## List 3

**21**

For a given bitstring __b__ list all bitstrings **b’**, such that the Hamming distance between `b` and `b’` is equal 1.

In [1]:
def bitstring_hamming_distance(b):
    n = len(bin(b)) - 2
    pattern = 2**(n-1)
    while pattern > 0:
        print(format(b ^ pattern, f"0{n}b"))
        pattern = pattern // 2

In [2]:
bitstring = 0b10101
bitstring_hamming_distance(bitstring)

00101
11101
10001
10111
10100


**22**

Construct a function that returns a Jaccard similarity for two sets.

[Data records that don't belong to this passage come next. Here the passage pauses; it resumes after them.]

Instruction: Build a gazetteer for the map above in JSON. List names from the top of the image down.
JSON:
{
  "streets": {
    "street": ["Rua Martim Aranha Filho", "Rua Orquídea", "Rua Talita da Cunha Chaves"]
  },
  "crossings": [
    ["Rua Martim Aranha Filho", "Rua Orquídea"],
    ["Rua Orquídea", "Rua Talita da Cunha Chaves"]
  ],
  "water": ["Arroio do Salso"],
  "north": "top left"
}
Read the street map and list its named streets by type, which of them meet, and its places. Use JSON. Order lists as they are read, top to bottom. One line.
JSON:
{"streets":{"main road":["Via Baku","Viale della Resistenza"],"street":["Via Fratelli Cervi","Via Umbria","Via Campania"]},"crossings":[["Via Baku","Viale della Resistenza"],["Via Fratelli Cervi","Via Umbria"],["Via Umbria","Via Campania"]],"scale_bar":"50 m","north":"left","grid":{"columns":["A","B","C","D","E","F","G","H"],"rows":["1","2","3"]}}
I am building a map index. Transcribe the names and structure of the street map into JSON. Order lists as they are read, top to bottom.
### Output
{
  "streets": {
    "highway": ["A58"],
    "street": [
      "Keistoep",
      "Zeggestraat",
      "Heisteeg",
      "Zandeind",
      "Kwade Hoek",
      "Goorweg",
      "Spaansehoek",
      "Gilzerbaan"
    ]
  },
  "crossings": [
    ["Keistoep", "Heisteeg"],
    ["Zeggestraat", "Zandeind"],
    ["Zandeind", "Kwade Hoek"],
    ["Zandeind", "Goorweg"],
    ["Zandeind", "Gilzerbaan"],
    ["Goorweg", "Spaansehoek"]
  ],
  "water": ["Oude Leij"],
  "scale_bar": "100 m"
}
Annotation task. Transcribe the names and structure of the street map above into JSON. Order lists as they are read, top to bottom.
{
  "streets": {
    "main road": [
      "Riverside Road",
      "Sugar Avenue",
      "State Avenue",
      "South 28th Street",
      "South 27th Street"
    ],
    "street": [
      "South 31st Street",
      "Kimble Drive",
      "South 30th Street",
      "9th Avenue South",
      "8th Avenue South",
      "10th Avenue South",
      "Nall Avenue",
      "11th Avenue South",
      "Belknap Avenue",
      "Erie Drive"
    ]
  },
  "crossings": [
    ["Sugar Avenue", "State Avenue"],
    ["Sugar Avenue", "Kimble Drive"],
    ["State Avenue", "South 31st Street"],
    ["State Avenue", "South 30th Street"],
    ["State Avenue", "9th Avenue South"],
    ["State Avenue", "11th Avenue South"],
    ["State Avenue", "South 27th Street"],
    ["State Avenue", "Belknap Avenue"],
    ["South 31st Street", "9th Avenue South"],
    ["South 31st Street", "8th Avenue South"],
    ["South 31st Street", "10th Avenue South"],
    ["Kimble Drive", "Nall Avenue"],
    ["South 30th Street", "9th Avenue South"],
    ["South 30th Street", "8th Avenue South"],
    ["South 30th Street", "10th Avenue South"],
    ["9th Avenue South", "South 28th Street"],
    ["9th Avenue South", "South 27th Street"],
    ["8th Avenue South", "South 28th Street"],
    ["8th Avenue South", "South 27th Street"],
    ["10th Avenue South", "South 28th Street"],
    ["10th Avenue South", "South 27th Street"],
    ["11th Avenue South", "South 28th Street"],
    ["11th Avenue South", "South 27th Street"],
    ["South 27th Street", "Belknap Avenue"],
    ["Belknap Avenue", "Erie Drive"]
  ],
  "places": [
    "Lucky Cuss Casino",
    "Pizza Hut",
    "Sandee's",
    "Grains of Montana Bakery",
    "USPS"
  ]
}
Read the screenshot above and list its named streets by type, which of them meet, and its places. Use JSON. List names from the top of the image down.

Beware that this function needs to check if at least one of the sets is nonempty.

In [3]:
def jaccard_sim(s1, s2):
    assert s1 or s2 , "One of the set must contain elements"
    return (len(set(s1) & set(s2)) / len(set(s1) | set(s2)) )

In [4]:
jaccard_sim({2,5}, {5,2})

1.0

**23**

Construct a function that computes Jaccard similarity for two strings treated as bags of words.

In [5]:
from functools import reduce
def jacc2(s1, s2):
    splited1 = [word.lower() for word in s1.split(" ")]
    splited2 = [word.lower() for word in s2.split(" ")]
    freq1 = {i:splited1.count(i) for i in set(splited1)}
    freq2 = {i:splited2.count(i) for i in set(splited2)}
    inter = 0
    for i in set(splited1) & set(splited2):
        inter += min(freq1[i], freq2[i])
    
    print(inter, set(splited1) & set(splited2))
    print(set(splited1) | set(splited2))
    return inter/(len(splited1) + len(splited2))

In [6]:
jacc2("Witam Pana Michała.", "Witam PaNa witolda i Pana Michała.")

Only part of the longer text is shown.